About this task: Search the records for the string "const" and copy every line where it turns up.

Exercise inputs:
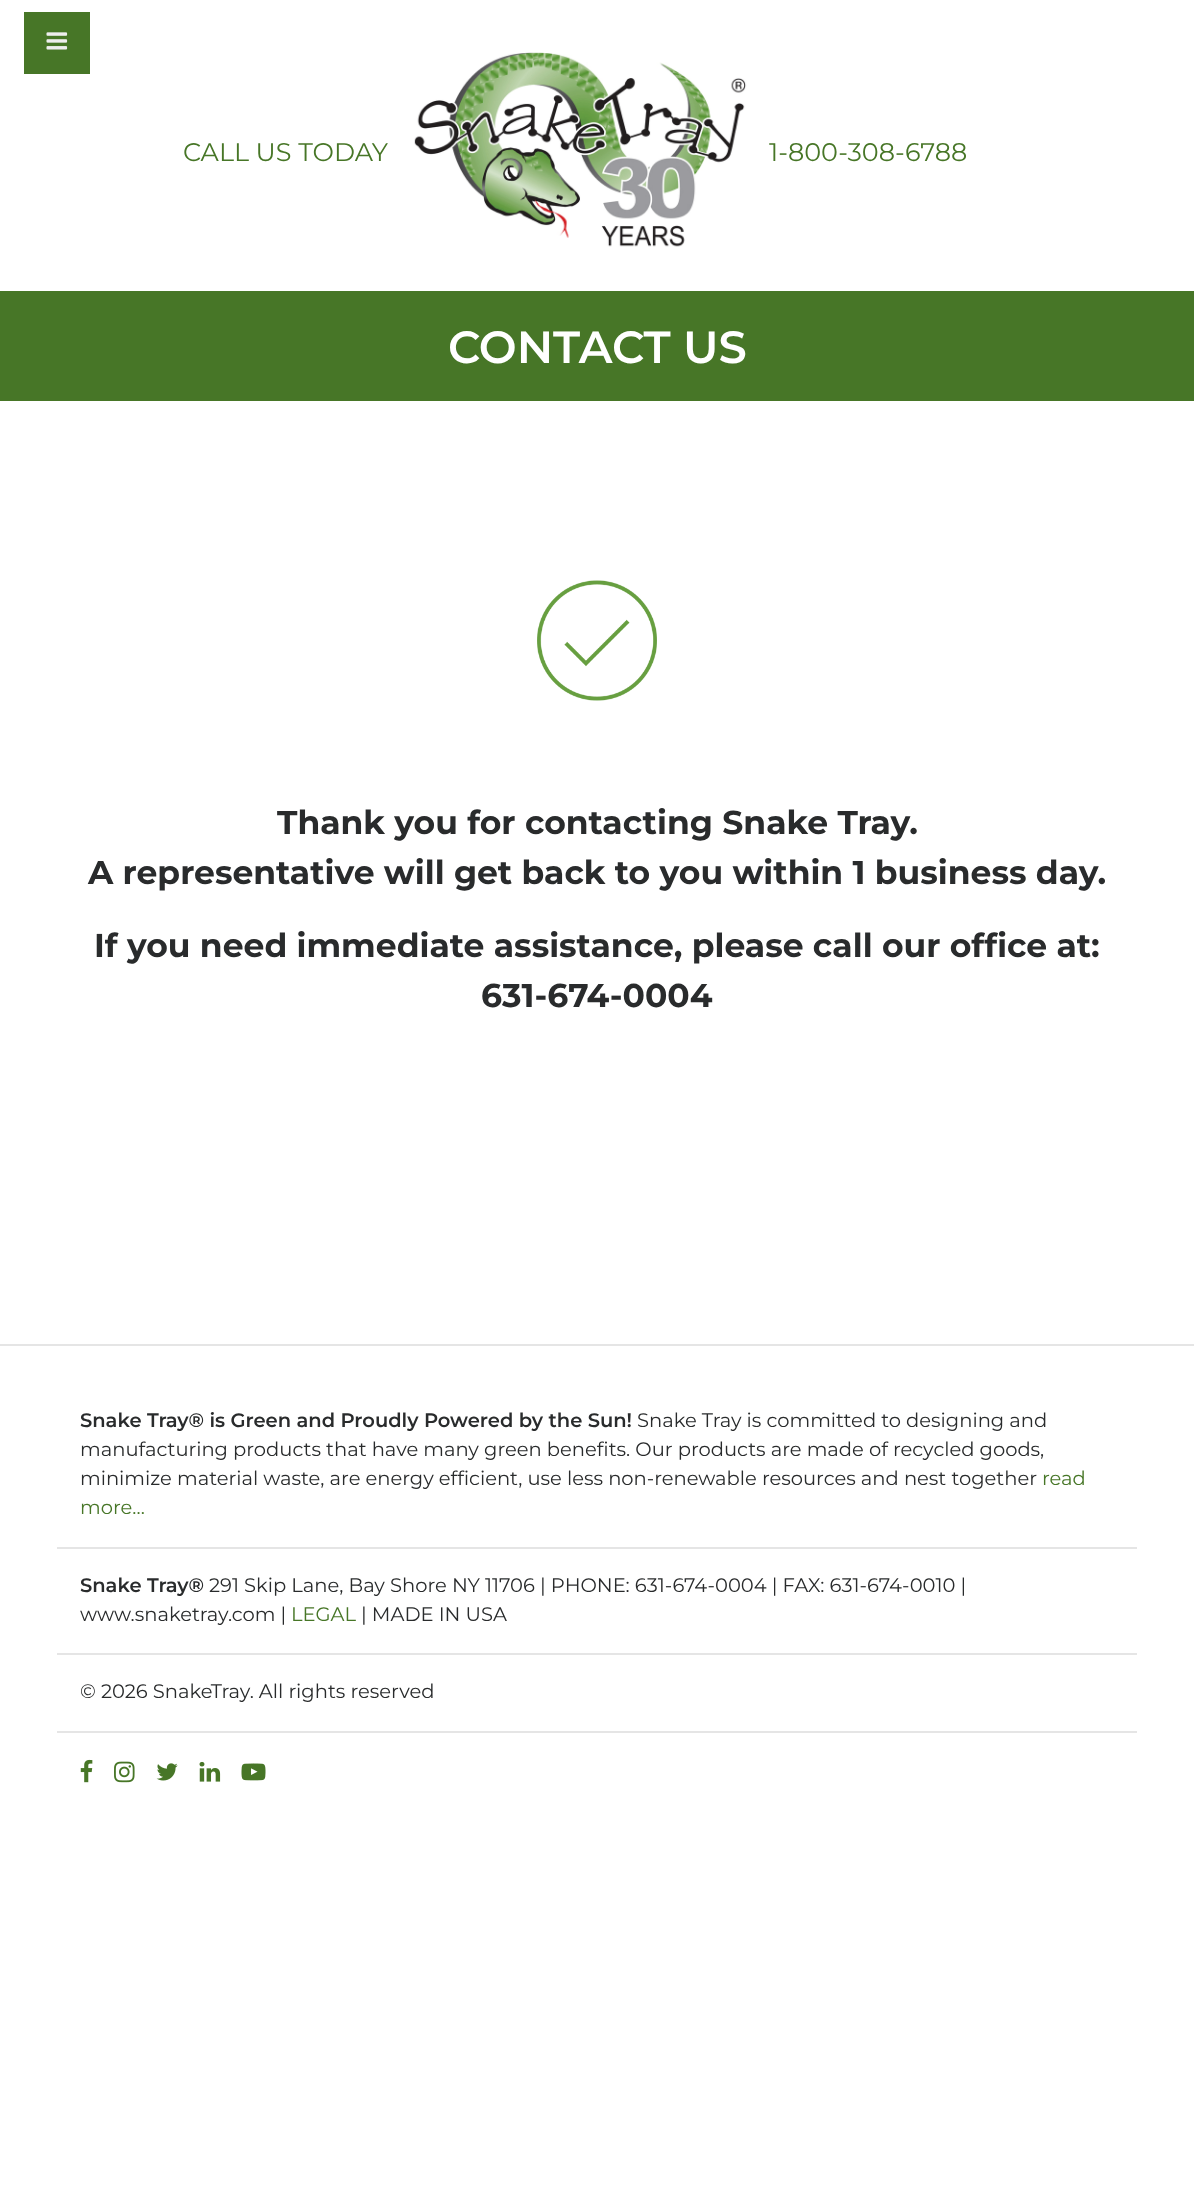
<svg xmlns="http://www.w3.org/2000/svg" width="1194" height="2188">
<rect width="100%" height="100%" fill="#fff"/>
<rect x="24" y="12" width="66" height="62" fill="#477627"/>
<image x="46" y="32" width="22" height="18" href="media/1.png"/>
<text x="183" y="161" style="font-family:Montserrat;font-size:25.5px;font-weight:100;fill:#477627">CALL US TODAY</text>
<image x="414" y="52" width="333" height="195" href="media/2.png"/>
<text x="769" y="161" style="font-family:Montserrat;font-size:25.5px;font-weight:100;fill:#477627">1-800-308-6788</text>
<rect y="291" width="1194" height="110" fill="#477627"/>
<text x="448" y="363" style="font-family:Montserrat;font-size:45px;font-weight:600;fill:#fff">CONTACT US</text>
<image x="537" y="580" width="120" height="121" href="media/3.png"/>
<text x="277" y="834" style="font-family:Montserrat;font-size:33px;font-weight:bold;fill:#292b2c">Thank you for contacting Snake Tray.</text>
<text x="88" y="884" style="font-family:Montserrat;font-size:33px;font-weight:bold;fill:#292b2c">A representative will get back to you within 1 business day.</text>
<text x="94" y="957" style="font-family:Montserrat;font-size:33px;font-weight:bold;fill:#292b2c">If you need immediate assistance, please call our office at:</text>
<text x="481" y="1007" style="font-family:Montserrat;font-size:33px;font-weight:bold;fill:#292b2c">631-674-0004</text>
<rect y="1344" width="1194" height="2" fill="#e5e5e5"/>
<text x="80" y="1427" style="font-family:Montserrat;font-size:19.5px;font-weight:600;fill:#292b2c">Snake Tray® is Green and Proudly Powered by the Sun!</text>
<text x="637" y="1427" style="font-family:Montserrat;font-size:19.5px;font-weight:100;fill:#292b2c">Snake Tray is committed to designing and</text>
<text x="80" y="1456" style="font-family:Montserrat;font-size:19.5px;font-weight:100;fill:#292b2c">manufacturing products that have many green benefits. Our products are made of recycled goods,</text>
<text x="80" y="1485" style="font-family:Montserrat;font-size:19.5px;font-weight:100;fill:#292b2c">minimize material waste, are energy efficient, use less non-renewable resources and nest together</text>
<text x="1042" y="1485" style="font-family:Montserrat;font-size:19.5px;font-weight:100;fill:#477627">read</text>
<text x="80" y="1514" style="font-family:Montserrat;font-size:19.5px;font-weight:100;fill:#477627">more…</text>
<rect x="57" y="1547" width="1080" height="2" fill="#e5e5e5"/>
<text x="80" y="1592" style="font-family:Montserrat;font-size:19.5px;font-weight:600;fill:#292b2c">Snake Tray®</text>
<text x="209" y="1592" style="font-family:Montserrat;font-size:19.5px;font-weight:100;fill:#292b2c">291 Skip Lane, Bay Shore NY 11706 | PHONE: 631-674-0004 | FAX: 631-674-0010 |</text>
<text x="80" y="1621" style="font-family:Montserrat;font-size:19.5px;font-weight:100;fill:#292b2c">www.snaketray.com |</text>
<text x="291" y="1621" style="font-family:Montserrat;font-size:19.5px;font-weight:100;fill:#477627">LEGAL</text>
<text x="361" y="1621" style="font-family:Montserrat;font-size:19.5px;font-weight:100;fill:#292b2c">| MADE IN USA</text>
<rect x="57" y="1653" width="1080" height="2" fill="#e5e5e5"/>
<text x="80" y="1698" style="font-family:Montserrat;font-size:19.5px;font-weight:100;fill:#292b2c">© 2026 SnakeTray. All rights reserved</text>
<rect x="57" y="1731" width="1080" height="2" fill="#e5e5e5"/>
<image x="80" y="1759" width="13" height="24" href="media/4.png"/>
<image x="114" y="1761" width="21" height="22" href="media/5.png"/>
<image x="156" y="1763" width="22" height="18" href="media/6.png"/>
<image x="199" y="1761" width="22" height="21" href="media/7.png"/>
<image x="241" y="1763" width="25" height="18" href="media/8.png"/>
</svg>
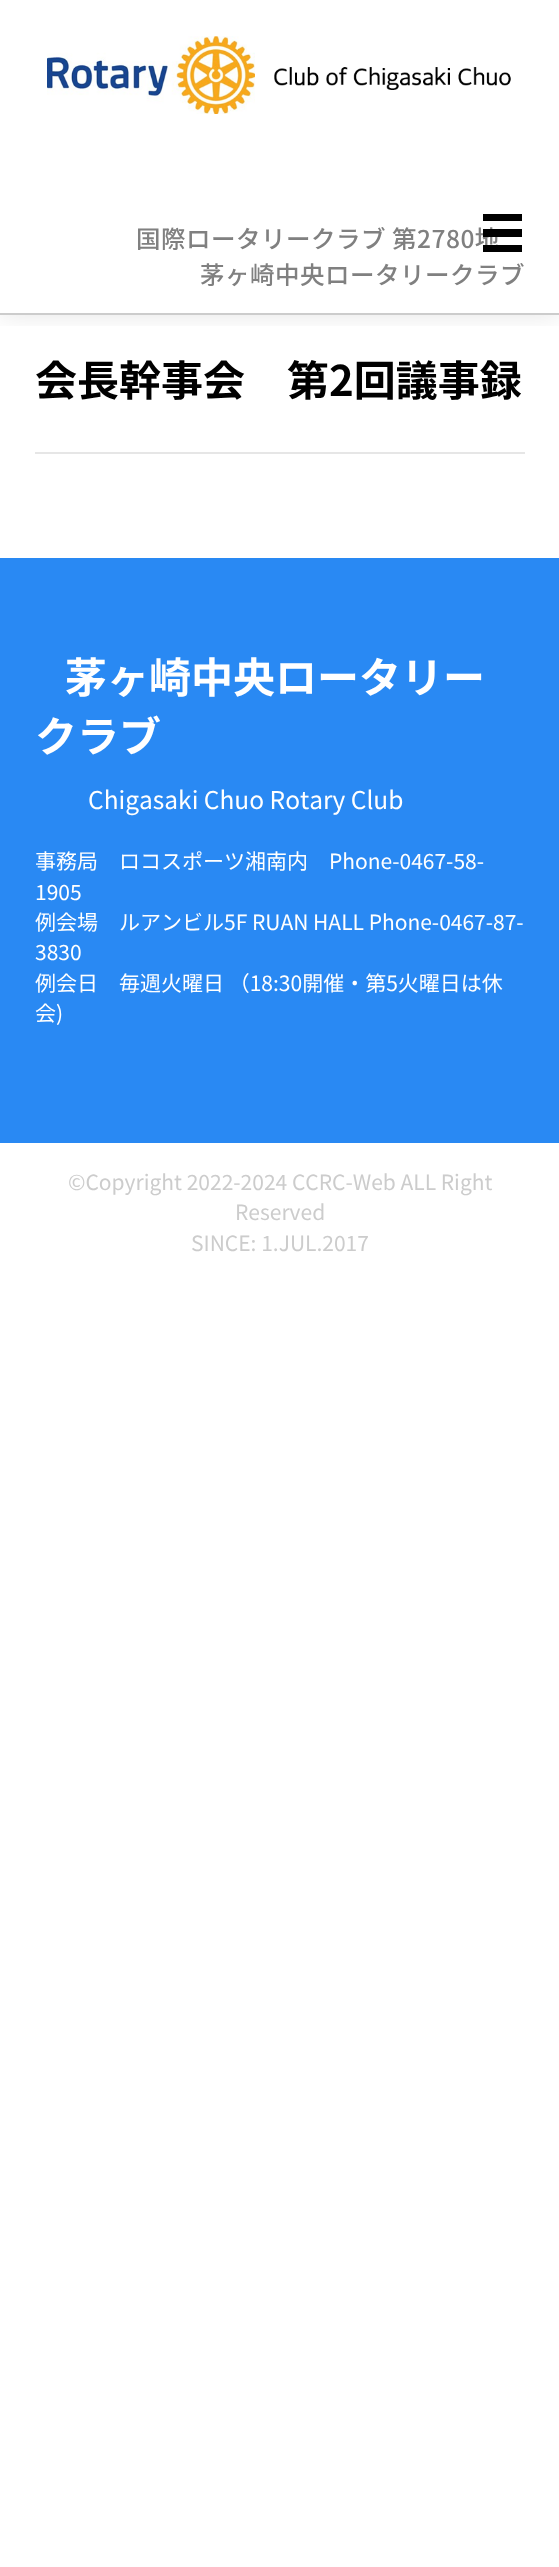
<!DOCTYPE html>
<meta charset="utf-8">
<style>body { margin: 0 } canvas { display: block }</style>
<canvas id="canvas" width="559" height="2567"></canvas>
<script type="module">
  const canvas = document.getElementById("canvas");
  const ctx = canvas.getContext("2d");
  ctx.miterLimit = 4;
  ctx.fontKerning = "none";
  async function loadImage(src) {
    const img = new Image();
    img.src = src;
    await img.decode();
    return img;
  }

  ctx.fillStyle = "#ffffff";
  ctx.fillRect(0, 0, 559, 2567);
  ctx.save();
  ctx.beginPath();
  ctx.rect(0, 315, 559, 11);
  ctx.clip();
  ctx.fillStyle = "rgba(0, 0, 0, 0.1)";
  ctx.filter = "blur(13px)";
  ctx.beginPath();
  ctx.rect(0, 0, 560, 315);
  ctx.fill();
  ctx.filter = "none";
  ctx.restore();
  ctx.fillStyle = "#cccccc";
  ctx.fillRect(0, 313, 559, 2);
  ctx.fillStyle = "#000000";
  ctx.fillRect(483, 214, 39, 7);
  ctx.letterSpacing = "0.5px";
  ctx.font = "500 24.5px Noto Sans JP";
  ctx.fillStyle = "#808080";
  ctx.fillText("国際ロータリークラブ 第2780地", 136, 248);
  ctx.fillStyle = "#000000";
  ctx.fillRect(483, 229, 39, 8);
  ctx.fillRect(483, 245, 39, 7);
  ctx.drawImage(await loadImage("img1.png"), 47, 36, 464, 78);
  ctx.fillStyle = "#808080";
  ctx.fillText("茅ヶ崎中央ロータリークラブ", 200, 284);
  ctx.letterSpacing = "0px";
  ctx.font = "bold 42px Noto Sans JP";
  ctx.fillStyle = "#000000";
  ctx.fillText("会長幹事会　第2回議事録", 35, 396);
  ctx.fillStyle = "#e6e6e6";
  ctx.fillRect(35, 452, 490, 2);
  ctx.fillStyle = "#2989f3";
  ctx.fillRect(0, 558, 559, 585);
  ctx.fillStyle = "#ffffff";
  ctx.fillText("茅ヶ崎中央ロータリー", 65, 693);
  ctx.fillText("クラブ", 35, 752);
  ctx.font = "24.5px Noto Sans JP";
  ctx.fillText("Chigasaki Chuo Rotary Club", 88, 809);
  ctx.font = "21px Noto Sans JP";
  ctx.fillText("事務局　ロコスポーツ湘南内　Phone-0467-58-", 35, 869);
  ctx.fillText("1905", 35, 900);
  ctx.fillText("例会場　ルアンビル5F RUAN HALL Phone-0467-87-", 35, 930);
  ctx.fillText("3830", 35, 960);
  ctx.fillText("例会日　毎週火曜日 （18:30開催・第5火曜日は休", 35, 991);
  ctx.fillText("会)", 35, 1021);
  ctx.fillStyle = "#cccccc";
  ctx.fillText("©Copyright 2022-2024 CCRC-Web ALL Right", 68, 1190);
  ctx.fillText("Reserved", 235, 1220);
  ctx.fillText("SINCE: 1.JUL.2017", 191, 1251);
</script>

Response area:
  const canvas = document.getElementById("canvas");
  const ctx = canvas.getContext("2d");
    const img = new Image();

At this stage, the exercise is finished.